The evident purpose of the section upon which plaintiff relies is to provide compensation for the clerk’s office in counties of the third class where, due to the volume of litigation both parties must contribute to the burden of operating the office. In other counties only the plaintiff contributes when his bill of complaint .is filed, and no appearance fee is required. As we read the section of the statute, it means that in the ordinary course of litigation, where a defendant has been duly served with summons, and comes into the proceeding as a matter of right, he is required to pay to the clerk of the court a fee of $5 before he becomes entitled to enter his appearance, or to “file any plea, answer or demurrer in any suit at law or equity. ’ ’ In *484the case at bar, the time within which defendant was entitled to file its answer in the regular course had expired, and judgment had been entered against it by default. It therefore had no standing in court until it had presented to the court by its petition sufficient ground for vacating the judgment and was given leave to come into the case by filing its answer, and until then there was no occasion for payment of an appearance fee.

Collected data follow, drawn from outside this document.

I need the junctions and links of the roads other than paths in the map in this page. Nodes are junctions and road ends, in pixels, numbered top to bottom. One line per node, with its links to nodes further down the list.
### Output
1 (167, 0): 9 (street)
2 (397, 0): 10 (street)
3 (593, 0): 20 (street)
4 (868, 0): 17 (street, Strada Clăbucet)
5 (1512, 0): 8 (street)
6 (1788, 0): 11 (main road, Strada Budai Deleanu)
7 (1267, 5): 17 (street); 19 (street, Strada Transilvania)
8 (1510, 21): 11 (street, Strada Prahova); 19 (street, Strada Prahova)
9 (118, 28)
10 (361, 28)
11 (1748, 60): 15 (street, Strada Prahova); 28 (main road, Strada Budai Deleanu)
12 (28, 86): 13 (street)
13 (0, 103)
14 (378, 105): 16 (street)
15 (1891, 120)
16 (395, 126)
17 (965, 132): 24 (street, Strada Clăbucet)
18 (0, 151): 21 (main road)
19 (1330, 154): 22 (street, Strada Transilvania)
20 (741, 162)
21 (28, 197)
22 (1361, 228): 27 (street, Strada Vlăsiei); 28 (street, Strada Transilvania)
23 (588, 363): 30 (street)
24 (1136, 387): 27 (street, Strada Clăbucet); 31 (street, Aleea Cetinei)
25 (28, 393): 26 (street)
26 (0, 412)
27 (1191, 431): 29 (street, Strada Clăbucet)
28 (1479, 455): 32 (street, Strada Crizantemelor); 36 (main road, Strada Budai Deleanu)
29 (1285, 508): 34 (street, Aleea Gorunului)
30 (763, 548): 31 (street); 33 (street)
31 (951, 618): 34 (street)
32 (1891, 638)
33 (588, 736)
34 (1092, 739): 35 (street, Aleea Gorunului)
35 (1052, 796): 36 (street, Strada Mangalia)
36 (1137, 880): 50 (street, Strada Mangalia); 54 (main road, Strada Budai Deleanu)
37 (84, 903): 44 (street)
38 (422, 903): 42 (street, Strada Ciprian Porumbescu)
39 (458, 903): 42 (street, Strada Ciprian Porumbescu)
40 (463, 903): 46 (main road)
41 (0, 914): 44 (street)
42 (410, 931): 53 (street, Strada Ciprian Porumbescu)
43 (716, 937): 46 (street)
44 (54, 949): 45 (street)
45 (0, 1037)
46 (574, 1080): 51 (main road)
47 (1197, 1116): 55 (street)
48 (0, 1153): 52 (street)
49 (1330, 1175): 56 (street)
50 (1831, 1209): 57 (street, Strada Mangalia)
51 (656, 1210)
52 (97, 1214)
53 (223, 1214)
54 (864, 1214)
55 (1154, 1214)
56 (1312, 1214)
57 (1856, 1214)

The record discloses that the order vacating the judgment and granting defendant leave to file its answer was not entered until November 7. It is clear, however, that the petition for leave to appear was presented to the court within 30 days, and continued from time to time until the order of November 7 was entered. Nevertheless, defendant paid its appearance fee on July 27, which was long before the judgment by default was set aside, and we think that a reasonable interpretation of the statute did not require defendant to pay an appearance fee until the court by its order had actually allowed it to come into the case and defend.

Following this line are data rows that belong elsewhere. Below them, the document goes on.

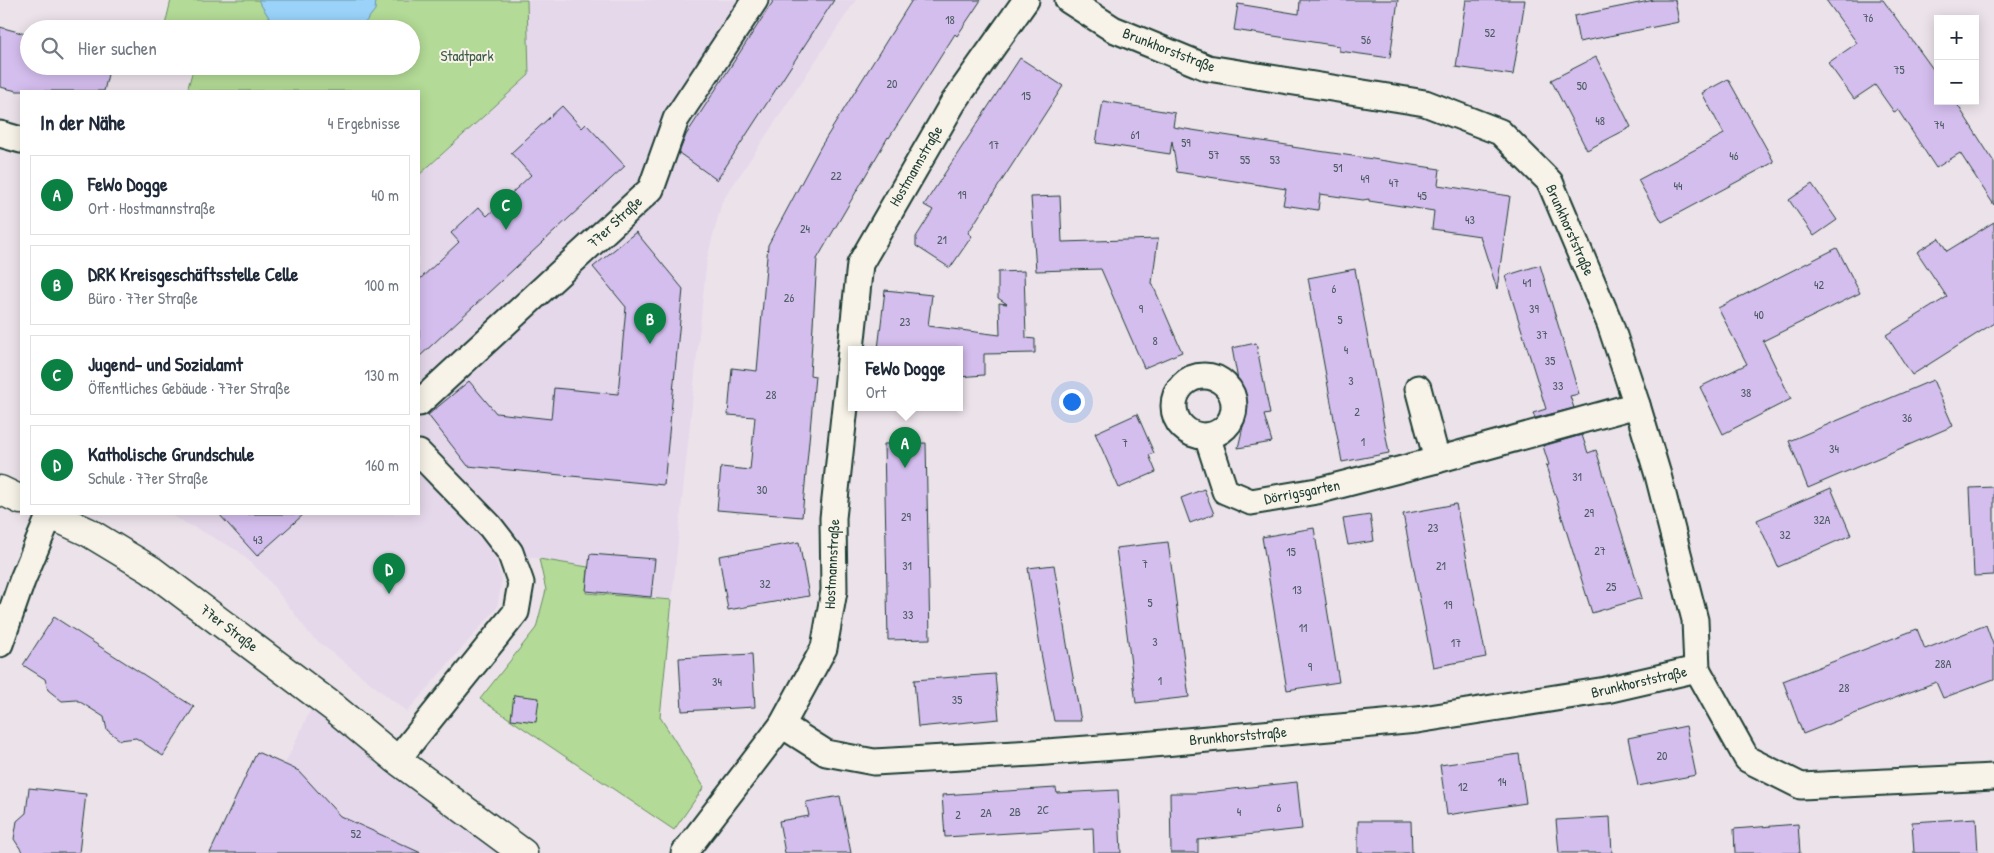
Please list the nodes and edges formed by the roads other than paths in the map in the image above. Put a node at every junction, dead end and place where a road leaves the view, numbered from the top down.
1 (756, 0) edge
2 (1026, 0) edge
3 (1068, 0) edge
4 (0, 134) edge
5 (20, 140) edge
6 (851, 346) edge
7 (848, 378) edge
8 (1418, 388) dead end
9 (420, 402) edge
10 (1637, 405) junction
11 (1207, 436) dead end
12 (420, 454) edge
13 (1437, 460) junction
14 (0, 490) edge
15 (20, 500) edge
16 (49, 515) edge
17 (51, 515) edge
18 (0, 644) edge
19 (1697, 668) junction
20 (782, 725) junction
21 (397, 760) junction
22 (1994, 778) edge
23 (523, 853) edge
24 (684, 853) edge

1 - 9 street, 77er Straße
2 - 6 street, Hostmannstraße
3 - 10 street, Brunkhorststraße
4 - 5 street
7 - 20 street, Hostmannstraße
8 - 13 street
10 - 13 street, Dörrigsgarten
10 - 19 street, Brunkhorststraße
11 - 13 street, Dörrigsgarten
12 - 21 street
14 - 15 street
16 - 18 street
17 - 21 street, 77er Straße
19 - 20 street, Brunkhorststraße
19 - 22 street, Brunkhorststraße
20 - 24 street, Hostmannstraße
21 - 23 street, 77er Straße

Under the circumstances, the court had jurisdiction to vacate the judgment upon a sufficient showing, and its order of November 7, 1939, was not a final order. The courts so held under similar circumstances in Cramer v. Illinois Commercial Men’s Ass’n, 260 Ill. 516; Walker v. Oliver, 63 Ill. 199; Town of Magnolia v. Kays, 200 Ill. App. 122. In these cases orders setting aside defaults and vacating judgments in order to allow defenses, were held to be interlocutory. The reason underlying these decisions is well expressed iCity of Park Ridge v. Murphy, 258 Ill. 365, wherein a default judgment was taken against certain real estate owned by Murphy, who subsequently moved to vacate on the ground that proper service had not been had upon him in accordance with the provisions of the statute, and the court said, “upon a re-trial of the case *485the court may re-enter the same judgment or modify it or render an entirely different judgment, but until such final judgment is rendered there is no final disposition of the case within the meaning of the statute which allows appeals and writs of' error to review final judgments.” These decisions hold that a judgment, to be final, must terminate and completely dispose of the action, but that an order vacating a judgment and allowing the defendant to appear and defend, is not final.

It would therefore follow that defendant’s motion to dismiss the appeal, being predicated upon an interlocutory and not a final order, should be allowed, and it is so ordered.

Appeal dismissed.

Scahlah and Johh J. Sullivah, JJ., concur.